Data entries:
· · · ·

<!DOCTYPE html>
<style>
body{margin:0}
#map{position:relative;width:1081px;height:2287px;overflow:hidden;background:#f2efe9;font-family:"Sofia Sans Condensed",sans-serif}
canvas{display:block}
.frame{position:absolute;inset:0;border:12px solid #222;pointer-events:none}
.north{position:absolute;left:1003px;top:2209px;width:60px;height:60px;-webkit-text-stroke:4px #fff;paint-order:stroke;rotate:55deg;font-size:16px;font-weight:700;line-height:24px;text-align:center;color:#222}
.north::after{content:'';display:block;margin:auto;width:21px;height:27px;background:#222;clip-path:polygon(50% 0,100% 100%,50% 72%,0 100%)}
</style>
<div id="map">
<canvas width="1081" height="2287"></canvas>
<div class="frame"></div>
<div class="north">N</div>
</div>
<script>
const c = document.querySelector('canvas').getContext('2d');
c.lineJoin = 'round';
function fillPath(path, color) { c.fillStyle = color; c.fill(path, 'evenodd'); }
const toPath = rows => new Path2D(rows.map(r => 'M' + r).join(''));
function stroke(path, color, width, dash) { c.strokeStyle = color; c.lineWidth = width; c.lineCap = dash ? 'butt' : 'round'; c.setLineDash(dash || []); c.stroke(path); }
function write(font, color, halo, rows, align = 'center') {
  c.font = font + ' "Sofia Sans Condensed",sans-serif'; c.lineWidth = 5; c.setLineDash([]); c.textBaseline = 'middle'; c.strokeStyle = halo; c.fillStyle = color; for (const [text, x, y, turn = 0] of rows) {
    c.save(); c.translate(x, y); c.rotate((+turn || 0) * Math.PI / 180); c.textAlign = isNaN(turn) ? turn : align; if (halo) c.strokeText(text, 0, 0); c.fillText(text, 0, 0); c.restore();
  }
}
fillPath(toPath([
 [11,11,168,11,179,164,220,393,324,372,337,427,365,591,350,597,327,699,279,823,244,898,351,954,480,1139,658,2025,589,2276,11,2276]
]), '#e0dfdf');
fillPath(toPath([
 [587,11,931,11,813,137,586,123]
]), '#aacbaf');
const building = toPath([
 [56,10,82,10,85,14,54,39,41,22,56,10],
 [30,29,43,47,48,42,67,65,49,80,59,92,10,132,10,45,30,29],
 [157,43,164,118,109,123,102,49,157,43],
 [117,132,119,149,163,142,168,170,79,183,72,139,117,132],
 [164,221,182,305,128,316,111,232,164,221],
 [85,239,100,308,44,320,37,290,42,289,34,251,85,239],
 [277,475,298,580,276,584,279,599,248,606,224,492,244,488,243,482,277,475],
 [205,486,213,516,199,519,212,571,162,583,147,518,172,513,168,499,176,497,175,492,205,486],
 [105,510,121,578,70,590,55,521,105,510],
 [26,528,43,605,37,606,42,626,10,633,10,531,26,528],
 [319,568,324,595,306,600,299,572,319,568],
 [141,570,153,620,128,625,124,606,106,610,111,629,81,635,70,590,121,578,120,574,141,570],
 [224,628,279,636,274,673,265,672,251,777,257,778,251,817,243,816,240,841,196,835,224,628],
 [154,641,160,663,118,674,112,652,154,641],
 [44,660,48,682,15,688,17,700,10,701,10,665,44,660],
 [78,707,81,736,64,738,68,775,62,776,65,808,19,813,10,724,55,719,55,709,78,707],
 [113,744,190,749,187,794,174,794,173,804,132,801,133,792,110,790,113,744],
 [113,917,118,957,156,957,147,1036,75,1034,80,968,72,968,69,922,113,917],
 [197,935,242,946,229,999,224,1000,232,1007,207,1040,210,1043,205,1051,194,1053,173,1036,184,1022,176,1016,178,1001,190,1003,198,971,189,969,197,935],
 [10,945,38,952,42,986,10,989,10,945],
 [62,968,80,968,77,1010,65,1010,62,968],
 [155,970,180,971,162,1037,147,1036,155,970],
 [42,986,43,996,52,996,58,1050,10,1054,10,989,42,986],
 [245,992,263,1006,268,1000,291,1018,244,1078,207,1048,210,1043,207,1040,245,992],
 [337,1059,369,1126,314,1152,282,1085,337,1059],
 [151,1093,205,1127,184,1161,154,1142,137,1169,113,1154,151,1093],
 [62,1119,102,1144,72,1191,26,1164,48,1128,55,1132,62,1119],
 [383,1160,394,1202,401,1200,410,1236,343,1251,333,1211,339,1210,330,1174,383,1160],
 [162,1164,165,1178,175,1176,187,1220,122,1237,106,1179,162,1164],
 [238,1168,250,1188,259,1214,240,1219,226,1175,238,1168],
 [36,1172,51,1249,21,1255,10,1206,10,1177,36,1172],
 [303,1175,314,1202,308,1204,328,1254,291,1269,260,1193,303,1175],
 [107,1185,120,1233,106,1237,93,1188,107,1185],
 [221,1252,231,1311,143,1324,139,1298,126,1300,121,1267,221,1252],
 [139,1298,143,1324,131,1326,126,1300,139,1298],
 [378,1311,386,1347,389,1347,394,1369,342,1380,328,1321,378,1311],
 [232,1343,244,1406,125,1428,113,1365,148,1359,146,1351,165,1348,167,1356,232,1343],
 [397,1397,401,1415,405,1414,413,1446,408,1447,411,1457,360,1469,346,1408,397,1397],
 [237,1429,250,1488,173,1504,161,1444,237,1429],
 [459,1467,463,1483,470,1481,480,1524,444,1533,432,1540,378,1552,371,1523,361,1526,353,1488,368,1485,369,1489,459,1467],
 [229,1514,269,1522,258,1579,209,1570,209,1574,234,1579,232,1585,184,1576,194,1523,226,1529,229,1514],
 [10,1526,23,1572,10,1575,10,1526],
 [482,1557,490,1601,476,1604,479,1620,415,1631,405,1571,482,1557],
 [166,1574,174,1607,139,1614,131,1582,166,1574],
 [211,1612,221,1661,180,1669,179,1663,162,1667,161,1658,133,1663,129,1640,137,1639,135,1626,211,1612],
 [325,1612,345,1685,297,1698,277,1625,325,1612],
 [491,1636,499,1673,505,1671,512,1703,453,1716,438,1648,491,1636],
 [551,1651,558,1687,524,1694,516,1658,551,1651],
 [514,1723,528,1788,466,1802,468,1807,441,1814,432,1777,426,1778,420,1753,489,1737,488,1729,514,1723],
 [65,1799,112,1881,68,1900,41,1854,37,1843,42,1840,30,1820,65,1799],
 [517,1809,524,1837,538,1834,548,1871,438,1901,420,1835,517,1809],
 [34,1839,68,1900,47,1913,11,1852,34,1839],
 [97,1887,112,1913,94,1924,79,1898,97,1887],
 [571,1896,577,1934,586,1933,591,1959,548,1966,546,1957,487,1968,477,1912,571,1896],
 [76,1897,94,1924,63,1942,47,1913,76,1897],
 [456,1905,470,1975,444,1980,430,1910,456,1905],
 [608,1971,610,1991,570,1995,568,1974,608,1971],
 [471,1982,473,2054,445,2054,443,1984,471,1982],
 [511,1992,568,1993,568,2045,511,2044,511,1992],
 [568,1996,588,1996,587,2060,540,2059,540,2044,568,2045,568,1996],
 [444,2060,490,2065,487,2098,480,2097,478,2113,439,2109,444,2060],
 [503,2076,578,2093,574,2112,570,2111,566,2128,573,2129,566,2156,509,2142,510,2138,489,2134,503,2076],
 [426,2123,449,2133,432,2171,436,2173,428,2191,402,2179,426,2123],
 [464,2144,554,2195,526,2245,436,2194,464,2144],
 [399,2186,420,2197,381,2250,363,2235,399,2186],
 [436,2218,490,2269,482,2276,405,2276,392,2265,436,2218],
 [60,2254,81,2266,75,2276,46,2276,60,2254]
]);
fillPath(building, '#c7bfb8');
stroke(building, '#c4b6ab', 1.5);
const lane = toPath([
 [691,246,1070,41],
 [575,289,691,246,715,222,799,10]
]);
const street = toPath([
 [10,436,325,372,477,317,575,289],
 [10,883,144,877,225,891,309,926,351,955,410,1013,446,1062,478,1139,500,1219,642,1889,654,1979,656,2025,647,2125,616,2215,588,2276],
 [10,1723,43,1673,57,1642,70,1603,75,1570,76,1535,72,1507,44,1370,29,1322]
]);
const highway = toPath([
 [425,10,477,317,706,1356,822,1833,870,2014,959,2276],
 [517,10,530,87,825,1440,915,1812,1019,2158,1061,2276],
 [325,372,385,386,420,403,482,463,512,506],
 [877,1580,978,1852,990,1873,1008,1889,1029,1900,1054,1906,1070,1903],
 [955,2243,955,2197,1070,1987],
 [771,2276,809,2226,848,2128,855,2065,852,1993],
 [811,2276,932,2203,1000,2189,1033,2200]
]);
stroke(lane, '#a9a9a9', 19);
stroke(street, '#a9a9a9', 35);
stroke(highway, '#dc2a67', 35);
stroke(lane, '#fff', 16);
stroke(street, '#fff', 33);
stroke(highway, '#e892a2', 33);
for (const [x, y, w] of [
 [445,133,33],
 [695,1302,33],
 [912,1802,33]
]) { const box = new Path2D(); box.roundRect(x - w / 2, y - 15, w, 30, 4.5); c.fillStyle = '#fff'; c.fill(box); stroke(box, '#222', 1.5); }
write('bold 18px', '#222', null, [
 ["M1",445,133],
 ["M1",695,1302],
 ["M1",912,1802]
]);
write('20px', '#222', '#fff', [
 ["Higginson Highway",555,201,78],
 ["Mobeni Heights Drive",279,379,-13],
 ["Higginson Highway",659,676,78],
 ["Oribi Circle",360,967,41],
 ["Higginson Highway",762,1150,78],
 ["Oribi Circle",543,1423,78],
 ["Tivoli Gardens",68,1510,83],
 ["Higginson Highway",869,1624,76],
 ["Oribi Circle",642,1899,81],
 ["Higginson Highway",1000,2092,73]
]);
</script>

· · · ·

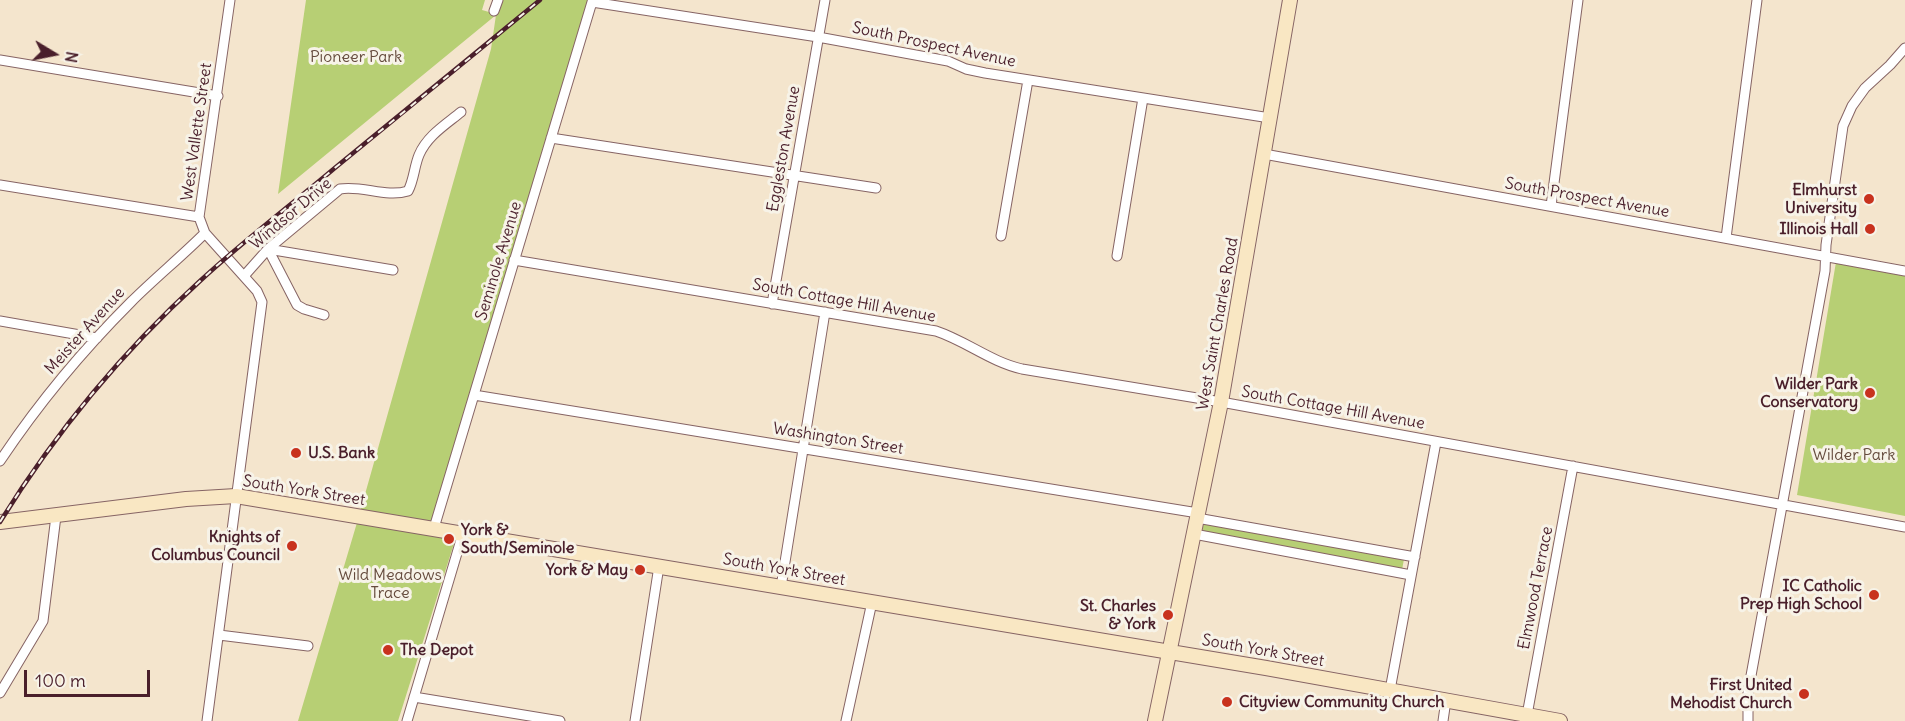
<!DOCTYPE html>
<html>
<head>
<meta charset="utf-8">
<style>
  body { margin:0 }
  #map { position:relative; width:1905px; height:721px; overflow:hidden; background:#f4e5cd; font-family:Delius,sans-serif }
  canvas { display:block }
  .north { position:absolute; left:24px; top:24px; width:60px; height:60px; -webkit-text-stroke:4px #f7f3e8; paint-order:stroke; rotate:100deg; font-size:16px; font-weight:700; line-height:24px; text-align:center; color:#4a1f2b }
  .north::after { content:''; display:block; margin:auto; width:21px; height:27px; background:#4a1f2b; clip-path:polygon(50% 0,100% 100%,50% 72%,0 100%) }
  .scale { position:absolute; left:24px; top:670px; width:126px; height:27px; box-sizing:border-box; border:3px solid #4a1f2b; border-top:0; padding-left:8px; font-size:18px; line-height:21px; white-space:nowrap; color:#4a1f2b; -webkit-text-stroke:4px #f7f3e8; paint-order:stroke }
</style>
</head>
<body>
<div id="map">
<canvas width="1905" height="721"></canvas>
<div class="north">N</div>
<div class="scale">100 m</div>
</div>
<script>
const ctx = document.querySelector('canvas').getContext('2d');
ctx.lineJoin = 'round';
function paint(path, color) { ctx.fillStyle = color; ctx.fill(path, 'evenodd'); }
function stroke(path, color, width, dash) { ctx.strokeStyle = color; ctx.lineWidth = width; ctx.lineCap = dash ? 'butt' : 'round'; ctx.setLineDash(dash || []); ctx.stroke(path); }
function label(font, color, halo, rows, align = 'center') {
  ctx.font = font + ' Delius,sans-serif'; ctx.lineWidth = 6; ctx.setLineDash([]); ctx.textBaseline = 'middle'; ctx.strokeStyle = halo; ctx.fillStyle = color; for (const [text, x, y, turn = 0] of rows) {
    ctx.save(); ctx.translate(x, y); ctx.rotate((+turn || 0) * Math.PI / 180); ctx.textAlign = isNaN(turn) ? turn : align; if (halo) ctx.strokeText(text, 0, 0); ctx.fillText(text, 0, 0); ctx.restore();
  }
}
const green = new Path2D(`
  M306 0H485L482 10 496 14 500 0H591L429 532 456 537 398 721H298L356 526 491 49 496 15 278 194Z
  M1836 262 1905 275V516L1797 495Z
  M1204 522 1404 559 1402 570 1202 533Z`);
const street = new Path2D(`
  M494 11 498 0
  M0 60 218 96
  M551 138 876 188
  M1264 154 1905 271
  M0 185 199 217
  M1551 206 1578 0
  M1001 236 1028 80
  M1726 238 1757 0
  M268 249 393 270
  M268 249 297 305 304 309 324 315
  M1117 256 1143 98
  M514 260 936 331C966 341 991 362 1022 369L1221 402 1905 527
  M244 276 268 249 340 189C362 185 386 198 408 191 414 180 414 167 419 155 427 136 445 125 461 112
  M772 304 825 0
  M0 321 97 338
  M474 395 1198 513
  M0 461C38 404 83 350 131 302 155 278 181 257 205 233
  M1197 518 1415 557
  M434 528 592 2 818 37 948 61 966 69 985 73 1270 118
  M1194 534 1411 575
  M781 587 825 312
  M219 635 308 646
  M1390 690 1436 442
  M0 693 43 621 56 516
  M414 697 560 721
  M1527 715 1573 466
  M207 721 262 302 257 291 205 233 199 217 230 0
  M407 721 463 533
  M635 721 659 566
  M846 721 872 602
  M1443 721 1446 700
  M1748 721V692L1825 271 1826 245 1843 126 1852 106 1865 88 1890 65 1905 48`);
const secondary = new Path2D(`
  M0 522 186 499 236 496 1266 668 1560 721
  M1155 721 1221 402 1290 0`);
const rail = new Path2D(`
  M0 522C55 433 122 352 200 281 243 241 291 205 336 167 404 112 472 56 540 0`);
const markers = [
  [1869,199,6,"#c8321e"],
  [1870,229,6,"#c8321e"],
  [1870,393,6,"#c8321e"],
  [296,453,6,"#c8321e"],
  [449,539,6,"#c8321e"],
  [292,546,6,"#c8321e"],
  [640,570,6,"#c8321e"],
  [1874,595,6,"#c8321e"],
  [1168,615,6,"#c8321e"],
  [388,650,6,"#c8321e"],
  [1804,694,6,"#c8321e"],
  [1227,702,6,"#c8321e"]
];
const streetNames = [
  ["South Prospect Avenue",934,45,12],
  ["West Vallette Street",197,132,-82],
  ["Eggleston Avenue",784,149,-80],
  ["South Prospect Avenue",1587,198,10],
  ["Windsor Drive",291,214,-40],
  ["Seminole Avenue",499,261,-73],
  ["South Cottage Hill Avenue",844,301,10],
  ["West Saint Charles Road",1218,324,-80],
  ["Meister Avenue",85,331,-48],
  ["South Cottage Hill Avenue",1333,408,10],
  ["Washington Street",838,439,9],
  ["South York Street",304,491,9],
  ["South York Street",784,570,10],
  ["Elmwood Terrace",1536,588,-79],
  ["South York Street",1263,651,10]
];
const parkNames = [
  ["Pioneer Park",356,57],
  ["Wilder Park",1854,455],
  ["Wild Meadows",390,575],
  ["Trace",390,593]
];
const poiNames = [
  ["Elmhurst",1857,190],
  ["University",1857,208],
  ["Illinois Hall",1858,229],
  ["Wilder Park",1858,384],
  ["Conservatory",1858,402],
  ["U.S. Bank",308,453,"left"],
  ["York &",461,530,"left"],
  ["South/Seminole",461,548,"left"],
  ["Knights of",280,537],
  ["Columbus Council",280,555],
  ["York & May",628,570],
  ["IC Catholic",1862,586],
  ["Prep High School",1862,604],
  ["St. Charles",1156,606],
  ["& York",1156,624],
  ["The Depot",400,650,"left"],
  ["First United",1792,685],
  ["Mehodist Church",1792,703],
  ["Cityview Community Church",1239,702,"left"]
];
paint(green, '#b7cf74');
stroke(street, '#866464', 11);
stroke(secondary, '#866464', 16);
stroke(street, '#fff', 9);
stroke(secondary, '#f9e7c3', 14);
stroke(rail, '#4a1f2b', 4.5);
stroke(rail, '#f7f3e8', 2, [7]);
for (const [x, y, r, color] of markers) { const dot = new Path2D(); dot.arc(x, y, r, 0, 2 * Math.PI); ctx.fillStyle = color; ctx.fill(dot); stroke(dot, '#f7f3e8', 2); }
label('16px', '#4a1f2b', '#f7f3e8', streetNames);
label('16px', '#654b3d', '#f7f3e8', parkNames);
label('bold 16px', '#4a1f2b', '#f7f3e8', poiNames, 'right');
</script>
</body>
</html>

· · · ·

GOAL OF THE EXERCISE: Among the records above, only the lines between the line holding "function fillPath(path, color)" and the line holding "function write(font, color, halo, rows, align", inclusive, are to be output, exactly as written.

RESPONSE TO THE EXERCISE:
function fillPath(path, color) { c.fillStyle = color; c.fill(path, 'evenodd'); }
const toPath = rows => new Path2D(rows.map(r => 'M' + r).join(''));
function stroke(path, color, width, dash) { c.strokeStyle = color; c.lineWidth = width; c.lineCap = dash ? 'butt' : 'round'; c.setLineDash(dash || []); c.stroke(path); }
function write(font, color, halo, rows, align = 'center') {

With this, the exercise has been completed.